Dataset records

++++++++++++++++++++

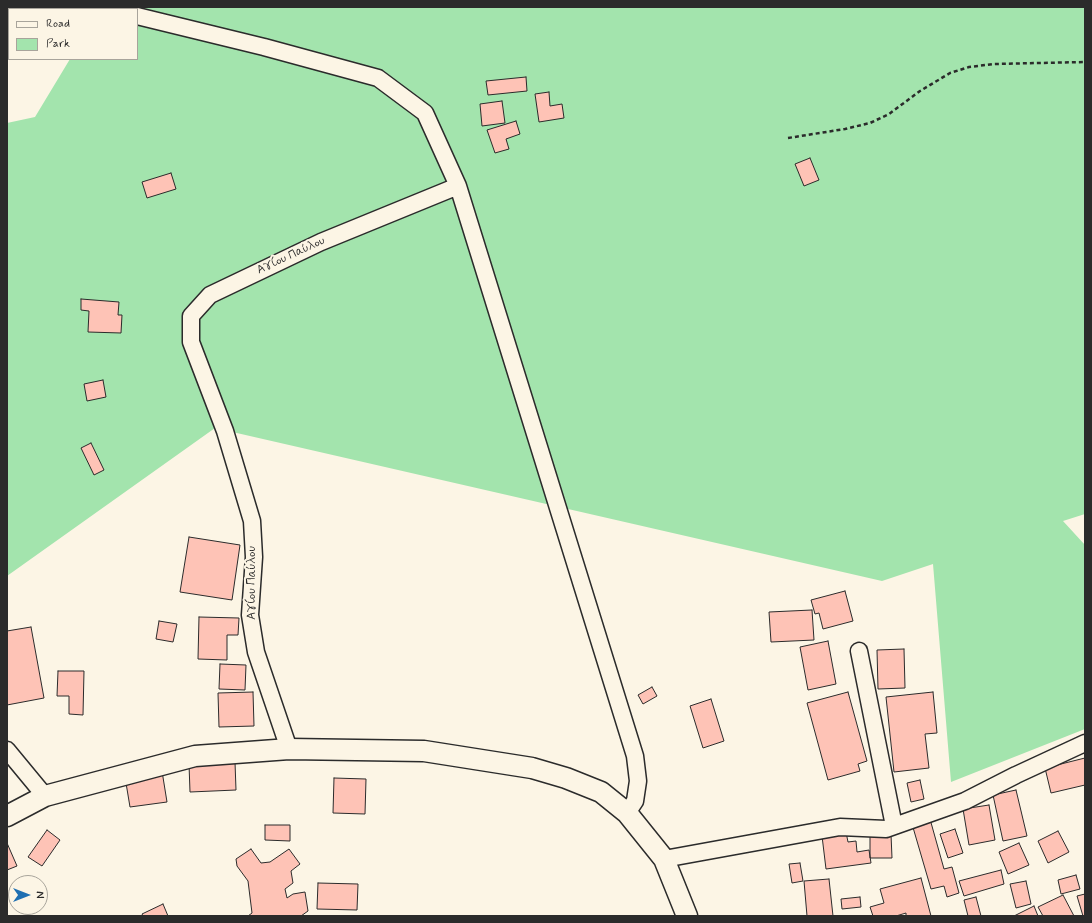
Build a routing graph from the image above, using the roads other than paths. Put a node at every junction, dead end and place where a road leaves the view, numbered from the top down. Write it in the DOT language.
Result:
graph roads {
  1 [pos="138,16"];
  2 [pos="458,186"];
  3 [pos="859,651"];
  4 [pos="1085,743"];
  5 [pos="289,749"];
  6 [pos="7,750"];
  7 [pos="45,796"];
  8 [pos="627,813"];
  9 [pos="7,816"];
  10 [pos="894,826"];
  11 [pos="664,859"];
  12 [pos="687,916"];
  1 -- 2 [label="street"];
  2 -- 5 [label="street, Αγίου Παύλου"];
  2 -- 8 [label="street"];
  3 -- 10 [label="street"];
  4 -- 10 [label="street"];
  5 -- 7 [label="street"];
  5 -- 8 [label="street"];
  6 -- 7 [label="street"];
  7 -- 9 [label="street"];
  8 -- 11 [label="street"];
  10 -- 11 [label="street"];
  11 -- 12 [label="street"];
}
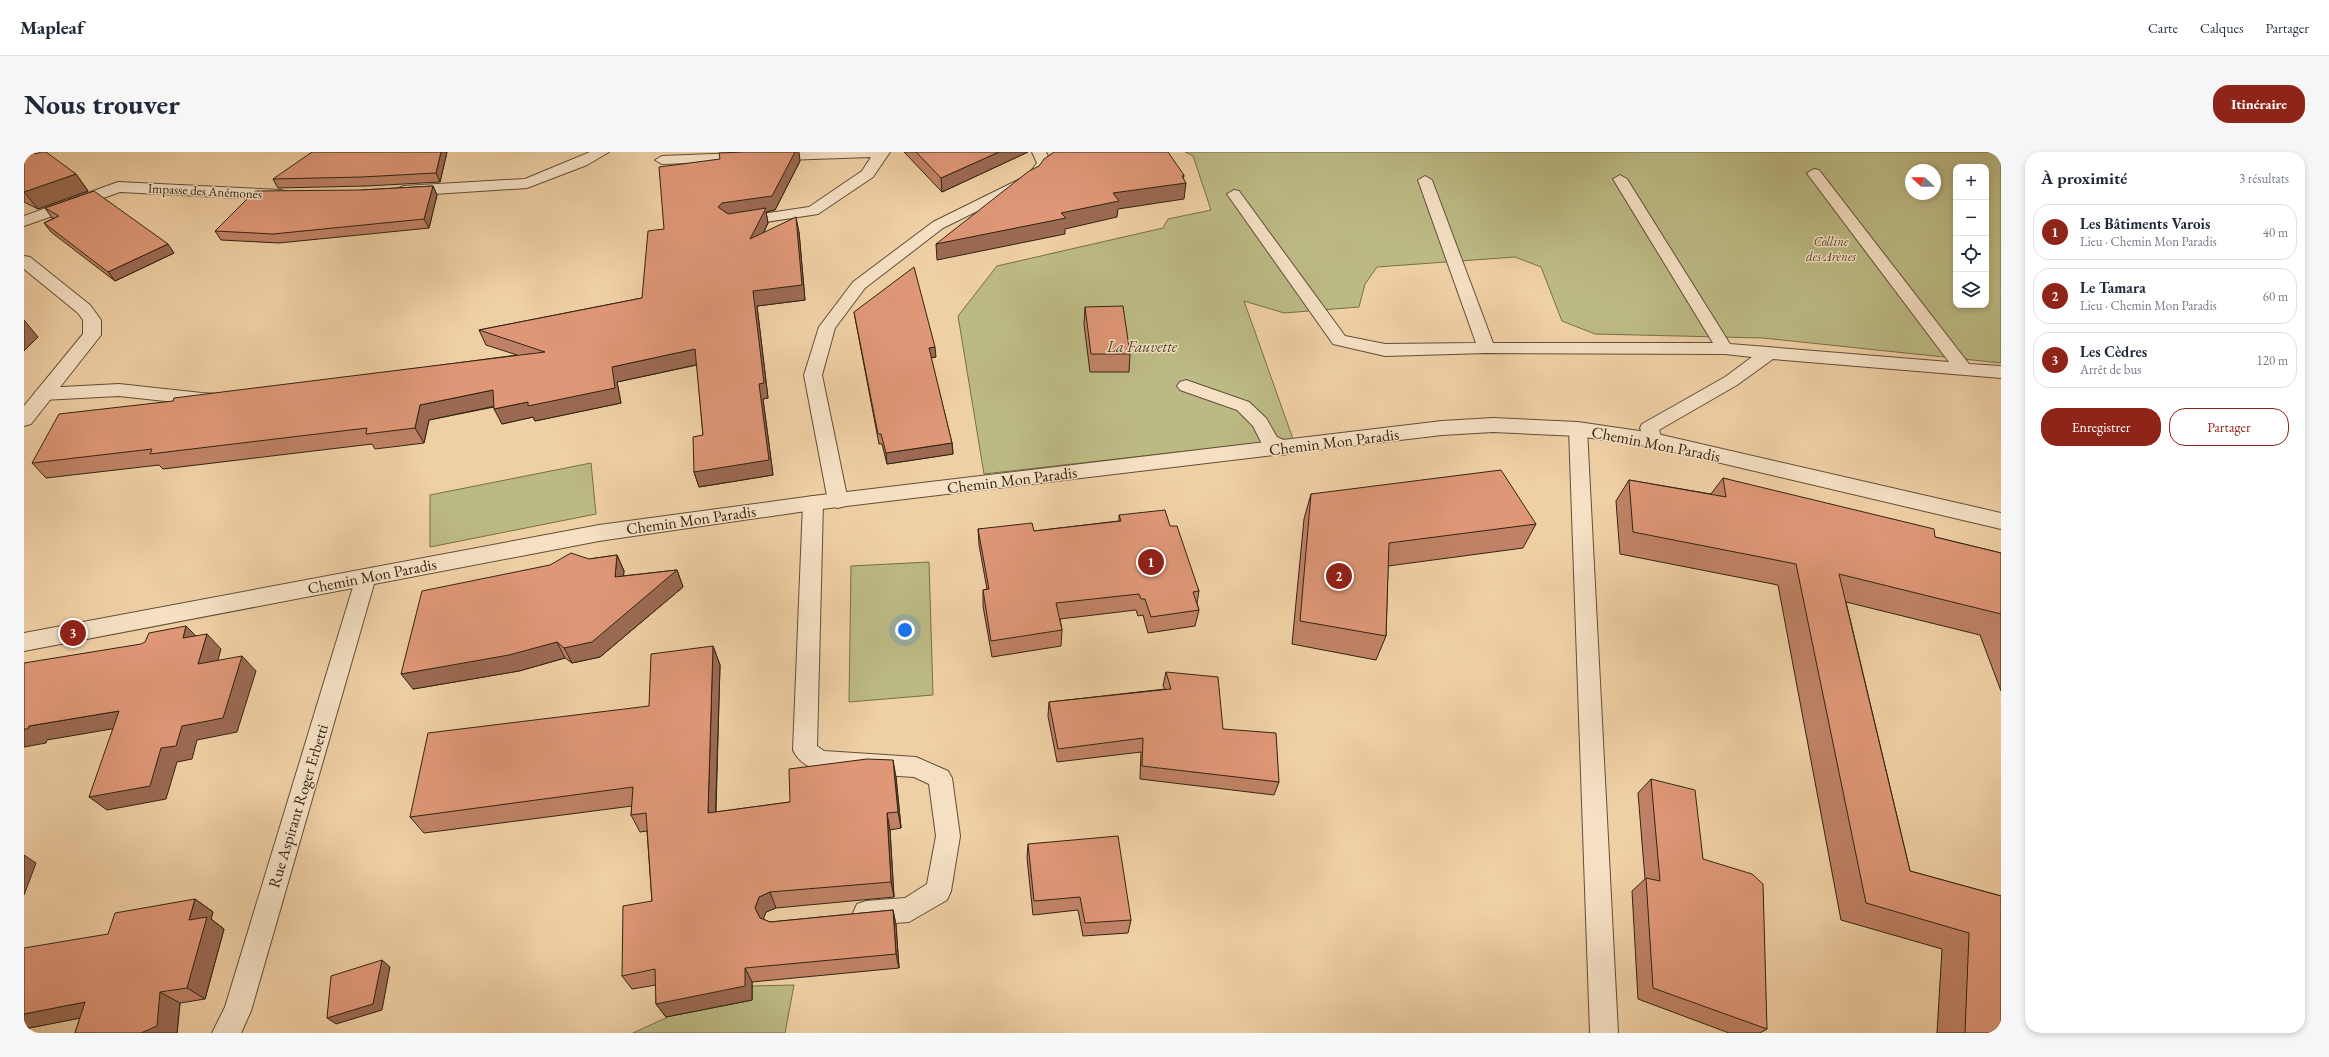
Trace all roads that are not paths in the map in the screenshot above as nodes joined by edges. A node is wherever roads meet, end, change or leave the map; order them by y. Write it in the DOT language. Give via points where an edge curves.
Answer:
graph roads {
  1 [pos="602,152"];
  2 [pos="882,152"];
  3 [pos="1039,152"];
  4 [pos="662,160"];
  5 [pos="1814,173"];
  6 [pos="1620,179"];
  7 [pos="1425,180"];
  8 [pos="390,192"];
  9 [pos="1234,194"];
  10 [pos="298,195"];
  11 [pos="24,221"];
  12 [pos="731,222"];
  13 [pos="24,262"];
  14 [pos="1486,348"];
  15 [pos="1725,349"];
  16 [pos="1770,352"];
  17 [pos="1964,368"];
  18 [pos="2001,372"];
  19 [pos="1186,386"];
  20 [pos="225,396"];
  21 [pos="31,406"];
  22 [pos="1578,429"];
  23 [pos="1653,440"];
  24 [pos="1283,448"];
  25 [pos="838,501"];
  26 [pos="813,503"];
  27 [pos="2001,521"];
  28 [pos="366,577"];
  29 [pos="24,642"];
  30 [pos="847,915"];
  31 [pos="226,1033"];
  32 [pos="1604,1033"];
  1 -- 8 [label="street" via="527,183"];
  2 -- 4 [label="lane"];
  2 -- 12 [label="lane" via="868,174 813,212"];
  3 -- 25 [label="lane" via="1044,163 1033,178 938,225 859,284 827,327 813,375"];
  5 -- 17 [label="lane"];
  6 -- 15 [label="lane"];
  7 -- 14 [label="lane"];
  9 -- 14 [label="lane" via="1339,340 1385,350"];
  10 -- 11 [label="street, Impasse des Anémones" via="118,186"];
  13 -- 21 [label="street" via="84,309 92,320 92,335"];
  14 -- 15 [label="lane"];
  15 -- 16 [label="lane"];
  16 -- 17 [label="lane"];
  16 -- 23 [label="lane" via="1731,381 1649,428"];
  17 -- 18 [label="lane"];
  19 -- 24 [label="lane" via="1243,406 1260,422 1270,441"];
  20 -- 21 [label="lane" via="202,399 119,390"];
  22 -- 23 [label="street, Chemin Mon Paradis"];
  22 -- 24 [label="street, Chemin Mon Paradis" via="1493,425 1442,428"];
  22 -- 32 [label="lane"];
  23 -- 27 [label="street, Chemin Mon Paradis"];
  24 -- 25 [label="street, Chemin Mon Paradis"];
  25 -- 26 [label="street, Chemin Mon Paradis"];
  26 -- 28 [label="street, Chemin Mon Paradis" via="599,533"];
  26 -- 30 [label="lane" via="805,750 819,761 916,767 940,778 948,836 938,891 910,910"];
  28 -- 29 [label="street, Chemin Mon Paradis"];
  28 -- 31 [label="lane, Rue Aspirant Roger Erbetti" via="237,1011"];
}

++++++++++++++++++++

WORK REQUEST
The answer should consist of every line above in which "paths" appears.

REPLY TO THE EXERCISE
Build a routing graph from the image above, using the roads other than paths. Put a node at every junction, dead end and place where a road leaves the view, numbered from the top down. Write it in the DOT language.
Trace all roads that are not paths in the map in the screenshot above as nodes joined by edges. A node is wherever roads meet, end, change or leave the map; order them by y. Write it in the DOT language. Give via points where an edge curves.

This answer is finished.